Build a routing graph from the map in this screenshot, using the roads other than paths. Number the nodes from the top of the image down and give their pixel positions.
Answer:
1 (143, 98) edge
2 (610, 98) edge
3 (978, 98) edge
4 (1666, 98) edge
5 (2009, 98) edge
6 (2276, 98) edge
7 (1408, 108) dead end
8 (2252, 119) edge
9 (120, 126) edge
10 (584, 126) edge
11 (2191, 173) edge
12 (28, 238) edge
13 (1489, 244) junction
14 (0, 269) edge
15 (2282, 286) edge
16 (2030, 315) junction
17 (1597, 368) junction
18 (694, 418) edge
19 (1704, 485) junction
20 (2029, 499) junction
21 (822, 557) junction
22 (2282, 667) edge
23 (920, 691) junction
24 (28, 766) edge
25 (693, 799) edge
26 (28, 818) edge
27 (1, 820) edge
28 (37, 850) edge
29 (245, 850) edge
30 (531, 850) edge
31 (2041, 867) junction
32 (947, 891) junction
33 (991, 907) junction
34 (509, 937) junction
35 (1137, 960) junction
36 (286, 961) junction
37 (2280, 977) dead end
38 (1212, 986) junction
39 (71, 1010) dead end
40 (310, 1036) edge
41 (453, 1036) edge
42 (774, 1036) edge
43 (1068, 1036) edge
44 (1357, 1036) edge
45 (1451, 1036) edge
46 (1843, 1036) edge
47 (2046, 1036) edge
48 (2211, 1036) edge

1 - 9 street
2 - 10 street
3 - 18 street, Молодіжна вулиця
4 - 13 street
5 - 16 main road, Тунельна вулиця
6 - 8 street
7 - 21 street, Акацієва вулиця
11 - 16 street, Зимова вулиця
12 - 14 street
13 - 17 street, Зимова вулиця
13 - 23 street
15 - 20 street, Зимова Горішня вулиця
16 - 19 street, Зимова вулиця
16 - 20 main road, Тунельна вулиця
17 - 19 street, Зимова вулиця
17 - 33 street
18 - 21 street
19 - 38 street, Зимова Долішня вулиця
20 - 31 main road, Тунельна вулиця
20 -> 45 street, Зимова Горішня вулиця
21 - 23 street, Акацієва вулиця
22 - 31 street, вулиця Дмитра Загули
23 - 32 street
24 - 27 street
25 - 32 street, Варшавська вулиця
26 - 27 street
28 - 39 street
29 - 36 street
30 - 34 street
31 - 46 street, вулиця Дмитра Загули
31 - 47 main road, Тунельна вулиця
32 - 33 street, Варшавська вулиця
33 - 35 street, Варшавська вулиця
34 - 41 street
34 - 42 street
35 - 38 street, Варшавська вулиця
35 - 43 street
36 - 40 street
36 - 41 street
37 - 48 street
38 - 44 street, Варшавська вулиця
══════
### WHAT YOU WILL DO
Retype each record above so that every word stays exactly the same.

### WRITTEN RESPONSE
Build a routing graph from the map in this screenshot, using the roads other than paths. Number the nodes from the top of the image down and give their pixel positions.
Answer:
1 (143, 98) edge
2 (610, 98) edge
3 (978, 98) edge
4 (1666, 98) edge
5 (2009, 98) edge
6 (2276, 98) edge
7 (1408, 108) dead end
8 (2252, 119) edge
9 (120, 126) edge
10 (584, 126) edge
11 (2191, 173) edge
12 (28, 238) edge
13 (1489, 244) junction
14 (0, 269) edge
15 (2282, 286) edge
16 (2030, 315) junction
17 (1597, 368) junction
18 (694, 418) edge
19 (1704, 485) junction
20 (2029, 499) junction
21 (822, 557) junction
22 (2282, 667) edge
23 (920, 691) junction
24 (28, 766) edge
25 (693, 799) edge
26 (28, 818) edge
27 (1, 820) edge
28 (37, 850) edge
29 (245, 850) edge
30 (531, 850) edge
31 (2041, 867) junction
32 (947, 891) junction
33 (991, 907) junction
34 (509, 937) junction
35 (1137, 960) junction
36 (286, 961) junction
37 (2280, 977) dead end
38 (1212, 986) junction
39 (71, 1010) dead end
40 (310, 1036) edge
41 (453, 1036) edge
42 (774, 1036) edge
43 (1068, 1036) edge
44 (1357, 1036) edge
45 (1451, 1036) edge
46 (1843, 1036) edge
47 (2046, 1036) edge
48 (2211, 1036) edge

1 - 9 street
2 - 10 street
3 - 18 street, Молодіжна вулиця
4 - 13 street
5 - 16 main road, Тунельна вулиця
6 - 8 street
7 - 21 street, Акацієва вулиця
11 - 16 street, Зимова вулиця
12 - 14 street
13 - 17 street, Зимова вулиця
13 - 23 street
15 - 20 street, Зимова Горішня вулиця
16 - 19 street, Зимова вулиця
16 - 20 main road, Тунельна вулиця
17 - 19 street, Зимова вулиця
17 - 33 street
18 - 21 street
19 - 38 street, Зимова Долішня вулиця
20 - 31 main road, Тунельна вулиця
20 -> 45 street, Зимова Горішня вулиця
21 - 23 street, Акацієва вулиця
22 - 31 street, вулиця Дмитра Загули
23 - 32 street
24 - 27 street
25 - 32 street, Варшавська вулиця
26 - 27 street
28 - 39 street
29 - 36 street
30 - 34 street
31 - 46 street, вулиця Дмитра Загули
31 - 47 main road, Тунельна вулиця
32 - 33 street, Варшавська вулиця
33 - 35 street, Варшавська вулиця
34 - 41 street
34 - 42 street
35 - 38 street, Варшавська вулиця
35 - 43 street
36 - 40 street
36 - 41 street
37 - 48 street
38 - 44 street, Варшавська вулиця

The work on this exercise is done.